DATA SUPPLIED.
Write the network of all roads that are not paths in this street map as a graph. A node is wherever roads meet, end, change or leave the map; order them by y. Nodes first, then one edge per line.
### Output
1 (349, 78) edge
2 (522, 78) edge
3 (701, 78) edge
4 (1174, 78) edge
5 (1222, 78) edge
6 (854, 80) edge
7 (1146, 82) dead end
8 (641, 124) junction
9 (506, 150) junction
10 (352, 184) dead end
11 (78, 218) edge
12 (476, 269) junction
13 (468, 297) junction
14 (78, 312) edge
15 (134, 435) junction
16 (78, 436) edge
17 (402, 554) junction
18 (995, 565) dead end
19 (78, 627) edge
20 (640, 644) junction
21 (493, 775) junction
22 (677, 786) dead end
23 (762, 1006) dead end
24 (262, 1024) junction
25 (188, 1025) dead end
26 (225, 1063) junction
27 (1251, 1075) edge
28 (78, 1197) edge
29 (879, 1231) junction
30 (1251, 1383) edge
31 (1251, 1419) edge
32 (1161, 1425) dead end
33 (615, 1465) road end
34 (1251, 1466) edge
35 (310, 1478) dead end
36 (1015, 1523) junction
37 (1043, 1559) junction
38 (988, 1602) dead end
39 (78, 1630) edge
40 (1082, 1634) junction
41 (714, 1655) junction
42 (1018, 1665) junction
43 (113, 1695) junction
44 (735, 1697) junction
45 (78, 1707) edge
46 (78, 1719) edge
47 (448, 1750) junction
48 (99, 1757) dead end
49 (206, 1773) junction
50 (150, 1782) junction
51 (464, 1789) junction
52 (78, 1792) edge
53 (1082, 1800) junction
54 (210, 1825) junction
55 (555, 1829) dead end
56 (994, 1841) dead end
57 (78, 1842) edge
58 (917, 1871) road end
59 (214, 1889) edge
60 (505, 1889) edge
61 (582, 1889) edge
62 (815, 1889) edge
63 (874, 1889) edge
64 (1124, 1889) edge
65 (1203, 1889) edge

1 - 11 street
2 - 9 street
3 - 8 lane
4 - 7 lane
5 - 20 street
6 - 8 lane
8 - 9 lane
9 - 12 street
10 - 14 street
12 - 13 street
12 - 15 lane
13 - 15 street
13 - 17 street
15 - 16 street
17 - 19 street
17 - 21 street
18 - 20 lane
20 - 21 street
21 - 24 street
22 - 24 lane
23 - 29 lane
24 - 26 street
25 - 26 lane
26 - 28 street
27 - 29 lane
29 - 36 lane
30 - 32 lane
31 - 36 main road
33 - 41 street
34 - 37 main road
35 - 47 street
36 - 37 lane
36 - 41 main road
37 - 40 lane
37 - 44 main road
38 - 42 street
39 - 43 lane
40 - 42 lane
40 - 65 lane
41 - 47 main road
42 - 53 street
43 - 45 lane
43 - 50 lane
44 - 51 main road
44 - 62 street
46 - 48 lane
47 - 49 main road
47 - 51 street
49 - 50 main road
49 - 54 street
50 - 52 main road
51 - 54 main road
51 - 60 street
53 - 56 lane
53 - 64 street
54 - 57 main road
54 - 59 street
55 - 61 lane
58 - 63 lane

WHAT YOU SHOULD DO. Every line in the records above with the string "main" in it should be shown.

PROBLEM SOLUTION.
31 - 36 main road
34 - 37 main road
36 - 41 main road
37 - 44 main road
41 - 47 main road
44 - 51 main road
47 - 49 main road
49 - 50 main road
50 - 52 main road
51 - 54 main road
54 - 57 main road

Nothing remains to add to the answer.